The electrochemical nitrate reduction reaction (NO3RR) offers a pathway to produce NH3 for fuel and fertilizer from waste NO3-. In this work, a polycrystalline vanadium sulfide (VSx), which is derived from solvothermally grown and annealed VS2, is shown to exhibit excellent NO3RR activity (2.3 ± 0.6 mg·cm-2 geo.·h-1 @ −0.92 VRHE) and Faradaic efficiency to NH4+ (69 ± 6% at −0.69 VRHE) in buffered neutral pH electrolyte containing 0.1 M NO3-. A variety of characterization techniques are leveraged to support the VSx assignment, including X-ray photoelectron spectroscopy, near-edge X-ray absorption fine structure spectroscopy, selected area electron diffraction, and X-ray diffraction measurements. The VS2 annealing step reduces the oxide character and generates VSx, which, based on the improved NO3RR activity, results in the creation of active sites for NO3- binding. To help shed light on NO3RR on VSx, VS2 is used as a model system, and a grand-canonical density functional theory (GC-DFT) investigation of VS2 shows strong evidence that S vacancies are active sites for NO3RR, where NO3- outcompetes H+ for adsorption at the S-vacancy sites. Moreover, GC-DFT results highlight a thermodynamically favorable reaction to generate NH4+ in an aqueous electrolyte at relevant cathodic potentials.

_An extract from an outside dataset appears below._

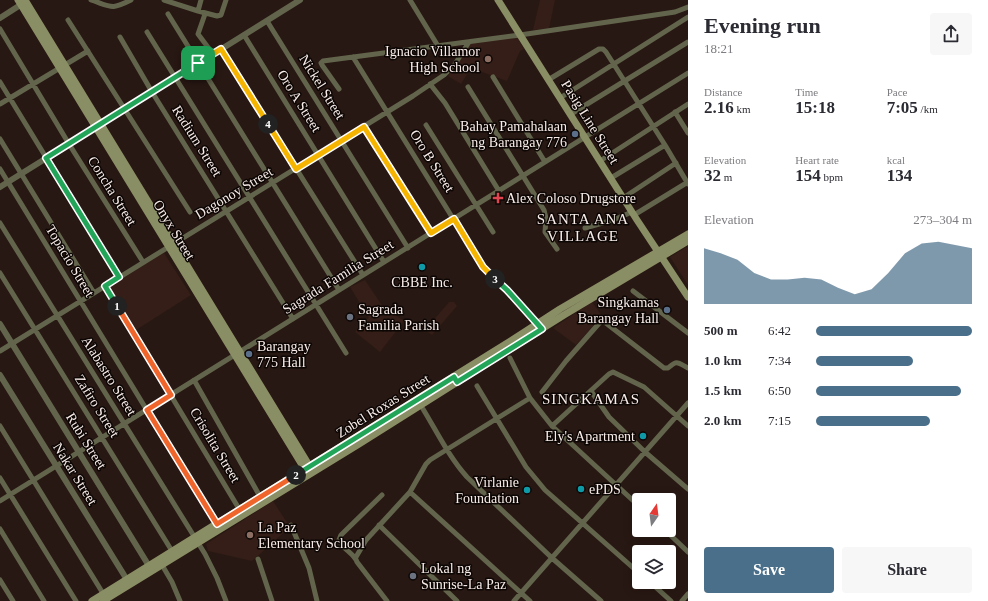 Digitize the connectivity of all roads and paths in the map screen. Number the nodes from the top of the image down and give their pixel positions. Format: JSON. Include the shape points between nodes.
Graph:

As an annealed material, VSx may contain undersaturated V sites, which show an electronic structure similar to the theoretically calculated S-vacancy site of VS2, and these sites may contribute to the observed increase in NO3RR activity and selectivity for NH4+ on VSx versus unannealed VS2. Finally, kinetic isotope effect measurements suggest that the kinetic rate-limiting step of the NO3RR on VSx is not proton-coupled, indicating it may be the first electron transfer to adsorbed NO3*.